It’s not like I don’t have a good degree of control over my schedule, so what was I thinking?
Such was my thought as I embarked on the month of September. I mean really, was I crazy? A glutton for punishment? Truthfully, I have no idea what I was thinking when I let my calendar fill up with meetings, multiple presentations for which I would need to create content, and out of town travel including leading two retreats – one week after the other.
What I did know going into it was that I was going to have to “manage my head,” so to speak. Why? Because I know myself. Not only would I feel stressed, but the thing I have grown to disdain most had a BIG potential of happening; I would spin in my “story” about how busy I am, and that in turn would increase my stress level. My martyrdom would creep in… and my story would become ever truer.

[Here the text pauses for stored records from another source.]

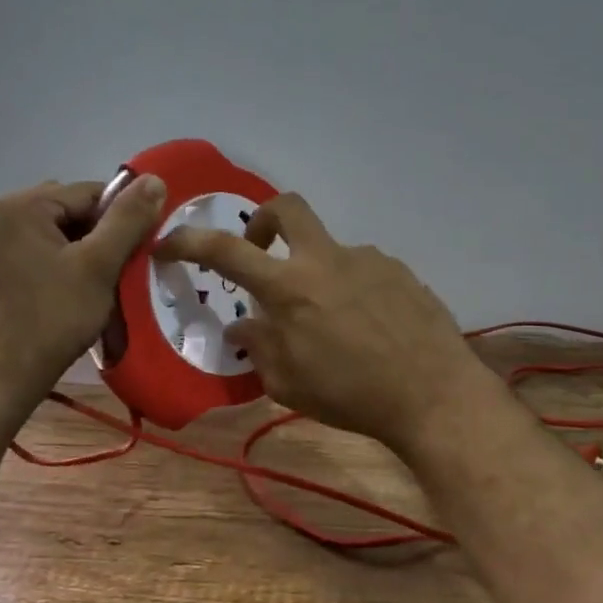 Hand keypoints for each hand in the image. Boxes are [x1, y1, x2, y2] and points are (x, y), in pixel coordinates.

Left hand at [0, 174, 166, 390]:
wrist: (2, 373)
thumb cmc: (52, 316)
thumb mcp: (98, 265)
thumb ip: (127, 220)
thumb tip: (154, 180)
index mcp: (21, 205)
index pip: (89, 193)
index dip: (122, 217)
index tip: (141, 248)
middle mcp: (0, 217)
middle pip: (71, 212)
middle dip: (102, 236)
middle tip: (121, 271)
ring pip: (57, 236)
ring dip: (84, 254)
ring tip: (101, 286)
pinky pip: (39, 256)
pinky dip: (62, 268)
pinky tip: (75, 295)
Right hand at [153, 193, 497, 454]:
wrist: (433, 395)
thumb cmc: (352, 396)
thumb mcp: (289, 384)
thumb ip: (259, 348)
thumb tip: (243, 327)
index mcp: (290, 287)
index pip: (226, 250)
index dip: (189, 241)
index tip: (168, 244)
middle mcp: (327, 260)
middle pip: (286, 207)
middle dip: (263, 220)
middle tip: (260, 252)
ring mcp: (368, 260)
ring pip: (329, 250)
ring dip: (316, 274)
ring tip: (330, 323)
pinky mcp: (400, 272)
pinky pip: (363, 271)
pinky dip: (351, 290)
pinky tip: (367, 327) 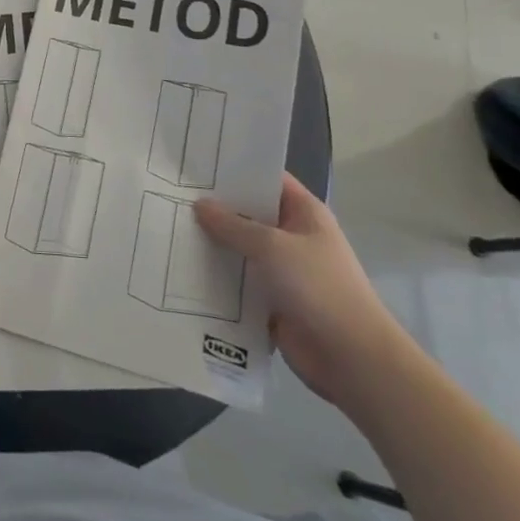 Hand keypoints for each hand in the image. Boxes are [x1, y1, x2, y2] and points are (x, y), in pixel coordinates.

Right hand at [195, 175, 410, 408]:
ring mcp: (283, 269)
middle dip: (216, 208)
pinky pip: (239, 281)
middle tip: (172, 193)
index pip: (266, 179)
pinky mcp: (272, 300)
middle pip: (249, 214)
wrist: (351, 358)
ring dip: (213, 244)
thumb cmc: (317, 287)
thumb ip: (232, 225)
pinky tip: (183, 267)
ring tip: (169, 227)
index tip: (197, 162)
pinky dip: (218, 277)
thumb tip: (200, 204)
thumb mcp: (271, 246)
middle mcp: (293, 236)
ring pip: (241, 249)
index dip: (235, 169)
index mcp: (304, 213) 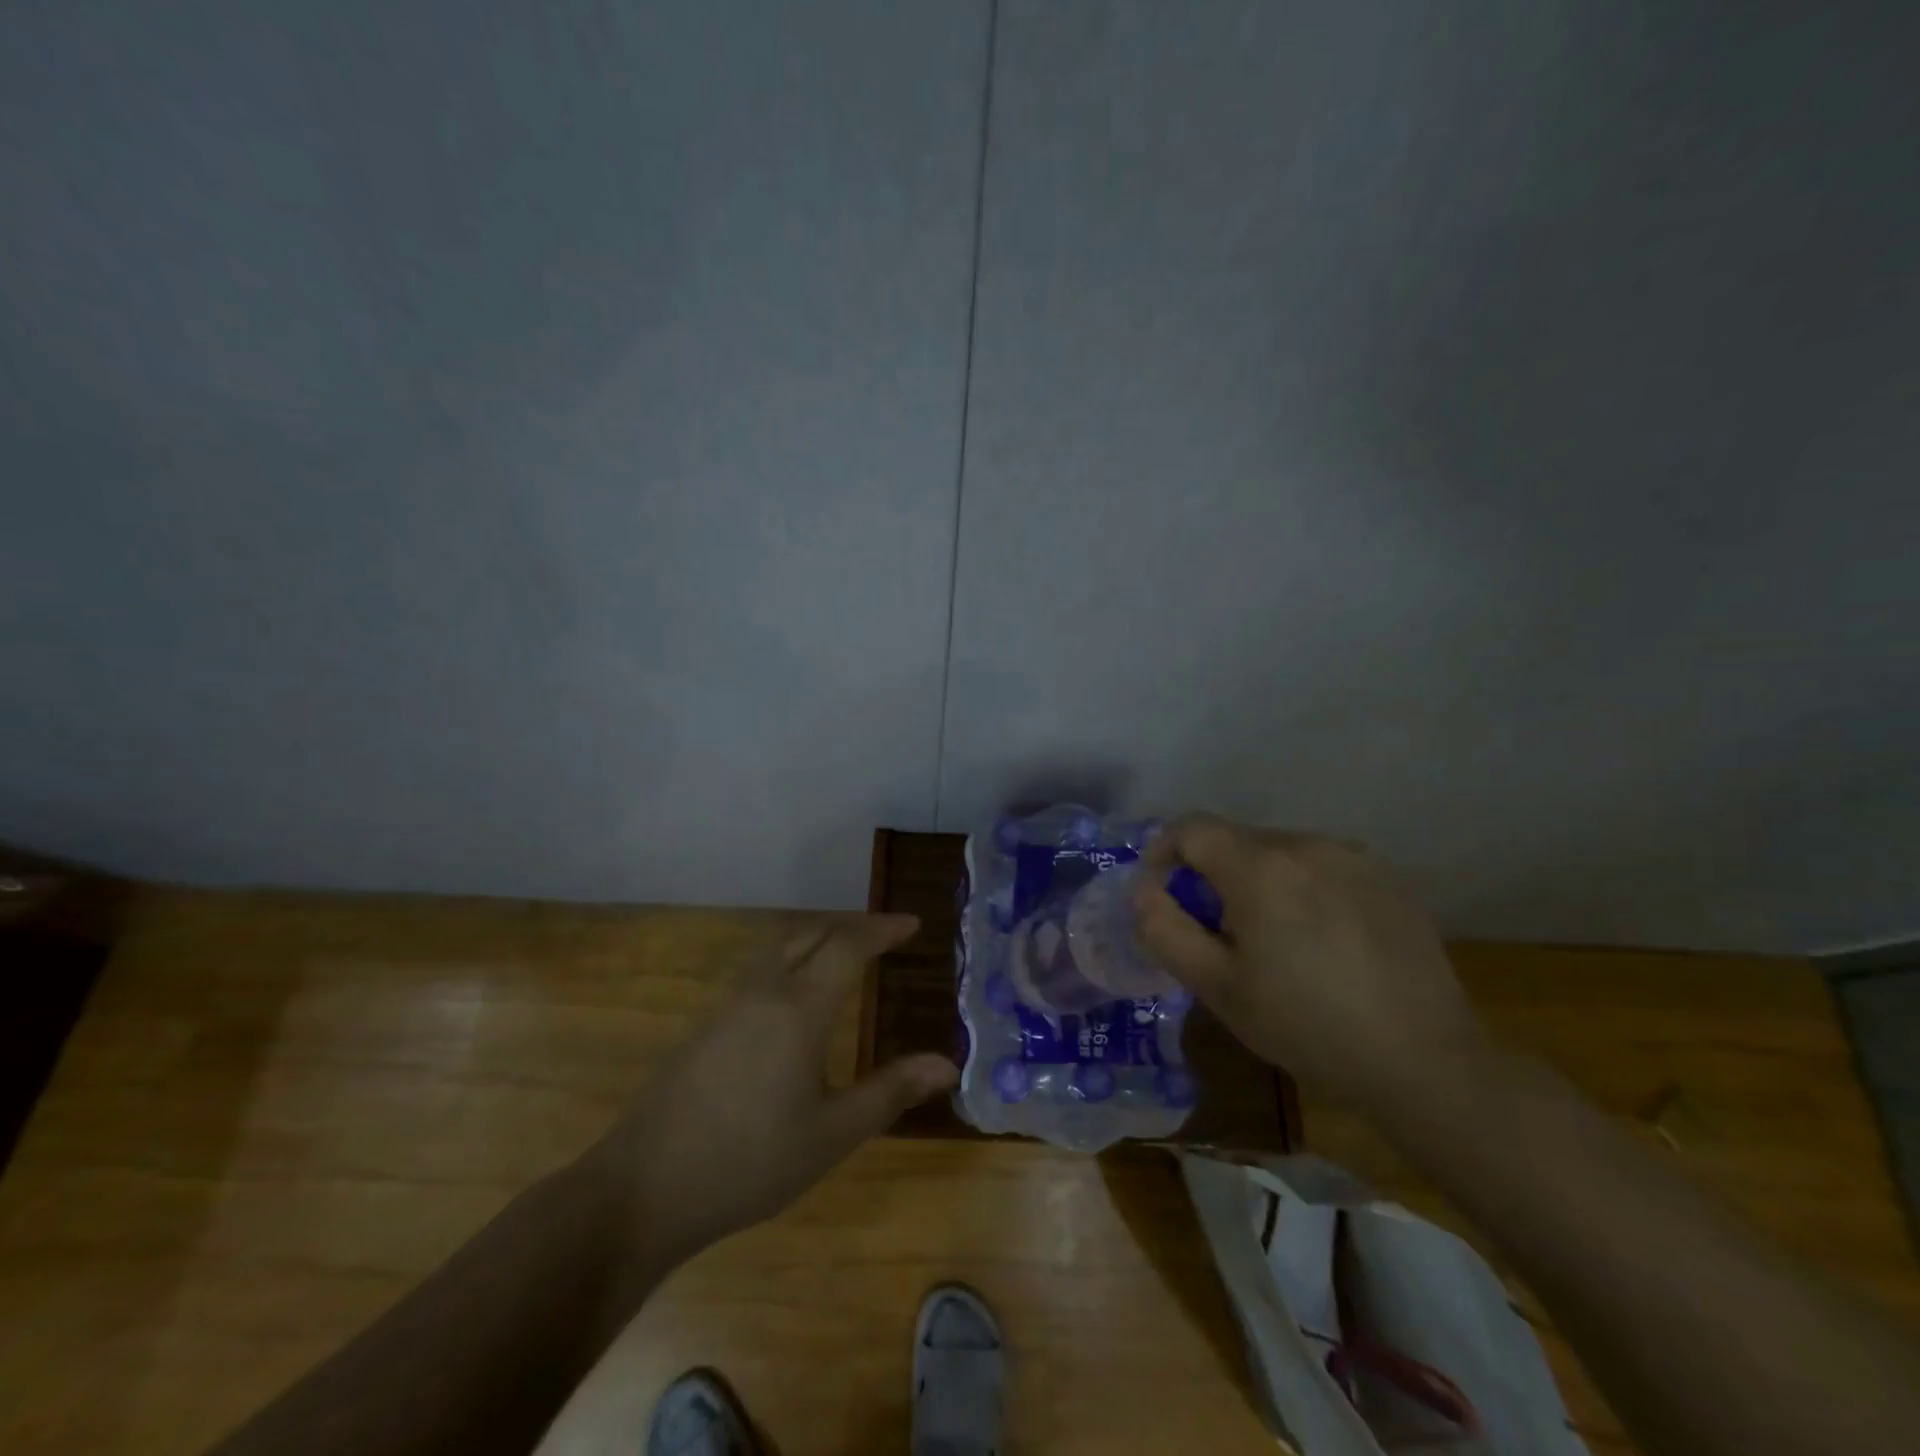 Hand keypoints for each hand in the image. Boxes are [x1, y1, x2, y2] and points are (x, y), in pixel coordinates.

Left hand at [587, 914, 956, 1265]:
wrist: (642, 1189)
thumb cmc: (749, 1162)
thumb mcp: (832, 1134)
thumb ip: (890, 1092)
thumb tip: (947, 1065)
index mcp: (799, 1008)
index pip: (848, 946)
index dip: (883, 930)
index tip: (913, 923)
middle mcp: (763, 991)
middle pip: (811, 934)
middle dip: (852, 926)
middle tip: (885, 934)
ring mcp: (728, 1006)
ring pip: (779, 948)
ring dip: (818, 939)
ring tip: (846, 955)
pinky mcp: (705, 1026)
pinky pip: (759, 971)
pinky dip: (791, 960)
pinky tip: (795, 997)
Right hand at [1131, 814, 1484, 1110]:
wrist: (1425, 1062)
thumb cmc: (1307, 1026)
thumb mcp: (1218, 988)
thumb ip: (1165, 930)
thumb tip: (1143, 890)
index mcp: (1260, 867)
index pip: (1192, 828)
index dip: (1163, 851)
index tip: (1160, 890)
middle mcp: (1306, 845)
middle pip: (1237, 841)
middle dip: (1213, 875)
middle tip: (1217, 932)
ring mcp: (1353, 858)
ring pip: (1281, 853)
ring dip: (1259, 881)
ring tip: (1273, 939)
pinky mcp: (1388, 879)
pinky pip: (1323, 868)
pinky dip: (1303, 889)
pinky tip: (1322, 941)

(Surely I am not the only person who can admit to this, am I?)
Instead, I just decided to take it one presentation at a time, one day at a time, and one moment at a time. When I finished one thing, I’d let out a deep sigh and say to myself “Next!” So far I can honestly say I have successfully managed my thoughts, stayed in the present and focused on just that one thing in front of me. Instead of feeling worn ragged and stressed, I have been in the flow; in sync with the universe and with the “gift of the gab” as I moved from one thing to another.
We have a tendency to forget the wisdom of staying in the present, don’t we? But when we remember to apply it to our daily lives, how sweet the results can be.
And now I am off to prepare content for another retreat!